Source data
=== Section Start ===

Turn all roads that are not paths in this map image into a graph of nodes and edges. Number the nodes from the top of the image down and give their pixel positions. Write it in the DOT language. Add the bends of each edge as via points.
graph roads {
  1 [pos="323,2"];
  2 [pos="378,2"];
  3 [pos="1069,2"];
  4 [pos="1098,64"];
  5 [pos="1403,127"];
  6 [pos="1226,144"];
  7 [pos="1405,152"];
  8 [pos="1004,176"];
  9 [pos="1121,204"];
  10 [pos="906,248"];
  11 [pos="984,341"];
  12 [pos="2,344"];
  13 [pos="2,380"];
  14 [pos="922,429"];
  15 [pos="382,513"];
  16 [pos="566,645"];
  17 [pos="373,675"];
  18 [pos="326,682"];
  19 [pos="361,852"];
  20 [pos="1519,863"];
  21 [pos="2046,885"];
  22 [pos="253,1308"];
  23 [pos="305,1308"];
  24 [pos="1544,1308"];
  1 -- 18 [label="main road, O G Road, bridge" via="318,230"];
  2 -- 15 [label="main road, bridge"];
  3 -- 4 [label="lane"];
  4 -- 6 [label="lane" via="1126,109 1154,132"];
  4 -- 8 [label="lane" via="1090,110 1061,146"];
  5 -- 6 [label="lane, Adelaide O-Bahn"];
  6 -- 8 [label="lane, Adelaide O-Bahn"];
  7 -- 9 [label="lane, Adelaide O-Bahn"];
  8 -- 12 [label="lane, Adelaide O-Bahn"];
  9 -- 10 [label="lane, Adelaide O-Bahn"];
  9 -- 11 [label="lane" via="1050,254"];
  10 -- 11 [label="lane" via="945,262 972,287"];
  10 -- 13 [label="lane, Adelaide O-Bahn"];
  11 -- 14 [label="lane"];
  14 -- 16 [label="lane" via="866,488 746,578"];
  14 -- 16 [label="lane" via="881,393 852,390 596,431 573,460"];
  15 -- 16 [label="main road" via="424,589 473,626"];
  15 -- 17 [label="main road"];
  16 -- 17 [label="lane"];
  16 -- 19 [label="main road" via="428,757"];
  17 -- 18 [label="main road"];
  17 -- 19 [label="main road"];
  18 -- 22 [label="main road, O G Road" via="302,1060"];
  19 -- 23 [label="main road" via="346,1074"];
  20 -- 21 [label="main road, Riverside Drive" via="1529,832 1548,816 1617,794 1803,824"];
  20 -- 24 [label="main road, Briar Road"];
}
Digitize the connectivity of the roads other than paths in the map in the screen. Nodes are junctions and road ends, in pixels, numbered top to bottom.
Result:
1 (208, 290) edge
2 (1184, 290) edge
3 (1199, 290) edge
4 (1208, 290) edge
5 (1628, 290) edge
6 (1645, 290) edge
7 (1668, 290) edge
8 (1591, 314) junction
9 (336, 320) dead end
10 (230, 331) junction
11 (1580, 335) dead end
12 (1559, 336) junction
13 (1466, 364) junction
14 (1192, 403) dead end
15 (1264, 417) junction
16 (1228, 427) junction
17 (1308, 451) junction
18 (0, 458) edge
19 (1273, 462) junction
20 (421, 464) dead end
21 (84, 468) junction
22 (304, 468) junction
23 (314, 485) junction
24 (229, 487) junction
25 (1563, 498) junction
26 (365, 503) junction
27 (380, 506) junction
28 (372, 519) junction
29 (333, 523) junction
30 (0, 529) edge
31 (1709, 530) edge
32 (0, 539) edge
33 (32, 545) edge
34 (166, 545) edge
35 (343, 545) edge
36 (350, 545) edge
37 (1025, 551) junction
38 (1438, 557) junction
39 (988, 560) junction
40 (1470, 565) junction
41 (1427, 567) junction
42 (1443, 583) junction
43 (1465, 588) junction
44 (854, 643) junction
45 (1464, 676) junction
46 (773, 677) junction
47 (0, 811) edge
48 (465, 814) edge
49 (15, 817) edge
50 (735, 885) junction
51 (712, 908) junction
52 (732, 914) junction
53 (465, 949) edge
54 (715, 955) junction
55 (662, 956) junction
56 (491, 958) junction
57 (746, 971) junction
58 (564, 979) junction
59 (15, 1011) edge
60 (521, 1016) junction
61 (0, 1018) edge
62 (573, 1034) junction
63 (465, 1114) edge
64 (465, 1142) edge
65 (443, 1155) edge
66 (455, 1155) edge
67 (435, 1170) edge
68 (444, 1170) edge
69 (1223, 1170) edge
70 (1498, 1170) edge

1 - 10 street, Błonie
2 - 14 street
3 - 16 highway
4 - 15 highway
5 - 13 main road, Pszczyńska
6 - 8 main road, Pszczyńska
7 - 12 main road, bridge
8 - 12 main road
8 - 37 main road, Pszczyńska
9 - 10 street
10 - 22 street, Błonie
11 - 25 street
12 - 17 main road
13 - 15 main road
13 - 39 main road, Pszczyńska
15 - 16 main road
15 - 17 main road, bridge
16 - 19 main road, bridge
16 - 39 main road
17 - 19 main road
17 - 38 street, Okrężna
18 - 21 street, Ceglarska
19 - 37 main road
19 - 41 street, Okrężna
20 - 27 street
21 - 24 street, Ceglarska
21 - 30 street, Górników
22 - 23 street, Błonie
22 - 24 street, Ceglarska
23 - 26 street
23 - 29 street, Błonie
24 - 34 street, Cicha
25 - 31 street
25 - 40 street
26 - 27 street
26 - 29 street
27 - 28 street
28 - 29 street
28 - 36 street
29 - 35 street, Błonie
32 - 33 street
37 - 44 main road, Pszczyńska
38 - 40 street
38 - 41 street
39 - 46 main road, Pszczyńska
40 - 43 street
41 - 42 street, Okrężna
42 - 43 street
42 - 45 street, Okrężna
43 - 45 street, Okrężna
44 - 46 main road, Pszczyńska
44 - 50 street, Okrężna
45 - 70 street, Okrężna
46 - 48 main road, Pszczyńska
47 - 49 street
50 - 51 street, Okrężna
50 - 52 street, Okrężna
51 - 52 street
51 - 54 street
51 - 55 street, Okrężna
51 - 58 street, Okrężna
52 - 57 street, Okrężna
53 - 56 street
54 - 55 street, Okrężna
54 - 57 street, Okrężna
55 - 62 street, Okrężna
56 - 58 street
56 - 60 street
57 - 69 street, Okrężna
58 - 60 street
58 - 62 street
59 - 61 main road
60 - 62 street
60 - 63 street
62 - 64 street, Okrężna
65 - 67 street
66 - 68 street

=== Section End ===

### What the exercise asks
What you return should match the entries above exactly.

### Response to this task
Turn all roads that are not paths in this map image into a graph of nodes and edges. Number the nodes from the top of the image down and give their pixel positions. Write it in the DOT language. Add the bends of each edge as via points.
graph roads {
  1 [pos="323,2"];
  2 [pos="378,2"];
  3 [pos="1069,2"];
  4 [pos="1098,64"];
  5 [pos="1403,127"];
  6 [pos="1226,144"];
  7 [pos="1405,152"];
  8 [pos="1004,176"];
  9 [pos="1121,204"];
  10 [pos="906,248"];
  11 [pos="984,341"];
  12 [pos="2,344"];
  13 [pos="2,380"];
  14 [pos="922,429"];
  15 [pos="382,513"];
  16 [pos="566,645"];
  17 [pos="373,675"];
  18 [pos="326,682"];
  19 [pos="361,852"];
  20 [pos="1519,863"];
  21 [pos="2046,885"];
  22 [pos="253,1308"];
  23 [pos="305,1308"];
  24 [pos="1544,1308"];
  1 -- 18 [label="main road, O G Road, bridge" via="318,230"];
  2 -- 15 [label="main road, bridge"];
  3 -- 4 [label="lane"];
  4 -- 6 [label="lane" via="1126,109 1154,132"];
  4 -- 8 [label="lane" via="1090,110 1061,146"];
  5 -- 6 [label="lane, Adelaide O-Bahn"];
  6 -- 8 [label="lane, Adelaide O-Bahn"];
  7 -- 9 [label="lane, Adelaide O-Bahn"];
  8 -- 12 [label="lane, Adelaide O-Bahn"];
  9 -- 10 [label="lane, Adelaide O-Bahn"];
  9 -- 11 [label="lane" via="1050,254"];
  10 -- 11 [label="lane" via="945,262 972,287"];
  10 -- 13 [label="lane, Adelaide O-Bahn"];
  11 -- 14 [label="lane"];
  14 -- 16 [label="lane" via="866,488 746,578"];
  14 -- 16 [label="lane" via="881,393 852,390 596,431 573,460"];
  15 -- 16 [label="main road" via="424,589 473,626"];
  15 -- 17 [label="main road"];
  16 -- 17 [label="lane"];
  16 -- 19 [label="main road" via="428,757"];
  17 -- 18 [label="main road"];
  17 -- 19 [label="main road"];
  18 -- 22 [label="main road, O G Road" via="302,1060"];
  19 -- 23 [label="main road" via="346,1074"];
  20 -- 21 [label="main road, Riverside Drive" via="1529,832 1548,816 1617,794 1803,824"];
  20 -- 24 [label="main road, Briar Road"];
}
Digitize the connectivity of the roads other than paths in the map in the screen. Nodes are junctions and road ends, in pixels, numbered top to bottom.
Result:
1 (208, 290) edge
2 (1184, 290) edge
3 (1199, 290) edge
4 (1208, 290) edge
5 (1628, 290) edge
6 (1645, 290) edge
7 (1668, 290) edge
8 (1591, 314) junction
9 (336, 320) dead end
10 (230, 331) junction
11 (1580, 335) dead end
12 (1559, 336) junction
13 (1466, 364) junction
14 (1192, 403) dead end
15 (1264, 417) junction
16 (1228, 427) junction
17 (1308, 451) junction
18 (0, 458) edge
19 (1273, 462) junction
20 (421, 464) dead end
21 (84, 468) junction
22 (304, 468) junction
23 (314, 485) junction
24 (229, 487) junction
25 (1563, 498) junction
26 (365, 503) junction
27 (380, 506) junction
28 (372, 519) junction
29 (333, 523) junction
30 (0, 529) edge
31 (1709, 530) edge
32 (0, 539) edge
33 (32, 545) edge
34 (166, 545) edge
35 (343, 545) edge
36 (350, 545) edge
37 (1025, 551) junction
38 (1438, 557) junction
39 (988, 560) junction
40 (1470, 565) junction
41 (1427, 567) junction
42 (1443, 583) junction
43 (1465, 588) junction
44 (854, 643) junction
45 (1464, 676) junction
46 (773, 677) junction
47 (0, 811) edge
48 (465, 814) edge
49 (15, 817) edge
50 (735, 885) junction
51 (712, 908) junction
52 (732, 914) junction
53 (465, 949) edge
54 (715, 955) junction
55 (662, 956) junction
56 (491, 958) junction
57 (746, 971) junction
58 (564, 979) junction
59 (15, 1011) edge
60 (521, 1016) junction
61 (0, 1018) edge
62 (573, 1034) junction
63 (465, 1114) edge
64 (465, 1142) edge
65 (443, 1155) edge
66 (455, 1155) edge
67 (435, 1170) edge
68 (444, 1170) edge
69 (1223, 1170) edge
70 (1498, 1170) edge

1 - 10 street, Błonie
2 - 14 street
3 - 16 highway
4 - 15 highway
5 - 13 main road, Pszczyńska
6 - 8 main road, Pszczyńska
7 - 12 main road, bridge
8 - 12 main road
8 - 37 main road, Pszczyńska
9 - 10 street
10 - 22 street, Błonie
11 - 25 street
12 - 17 main road
13 - 15 main road
13 - 39 main road, Pszczyńska
15 - 16 main road
15 - 17 main road, bridge
16 - 19 main road, bridge
16 - 39 main road
17 - 19 main road
17 - 38 street, Okrężna
18 - 21 street, Ceglarska
19 - 37 main road
19 - 41 street, Okrężna
20 - 27 street
21 - 24 street, Ceglarska
21 - 30 street, Górników
22 - 23 street, Błonie
22 - 24 street, Ceglarska
23 - 26 street
23 - 29 street, Błonie
24 - 34 street, Cicha
25 - 31 street
25 - 40 street
26 - 27 street
26 - 29 street
27 - 28 street
28 - 29 street
28 - 36 street
29 - 35 street, Błonie
32 - 33 street
37 - 44 main road, Pszczyńska
38 - 40 street
38 - 41 street
39 - 46 main road, Pszczyńska
40 - 43 street
41 - 42 street, Okrężna
42 - 43 street
42 - 45 street, Okrężna
43 - 45 street, Okrężna
44 - 46 main road, Pszczyńska
44 - 50 street, Okrężna
45 - 70 street, Okrężna
46 - 48 main road, Pszczyńska
47 - 49 street
50 - 51 street, Okrężna
50 - 52 street, Okrężna
51 - 52 street
51 - 54 street
51 - 55 street, Okrężna
51 - 58 street, Okrężna
52 - 57 street, Okrężna
53 - 56 street
54 - 55 street, Okrężna
54 - 57 street, Okrężna
55 - 62 street, Okrężna
56 - 58 street
56 - 60 street
57 - 69 street, Okrężna
58 - 60 street
58 - 62 street
59 - 61 main road
60 - 62 street
60 - 63 street
62 - 64 street, Okrężna
65 - 67 street
66 - 68 street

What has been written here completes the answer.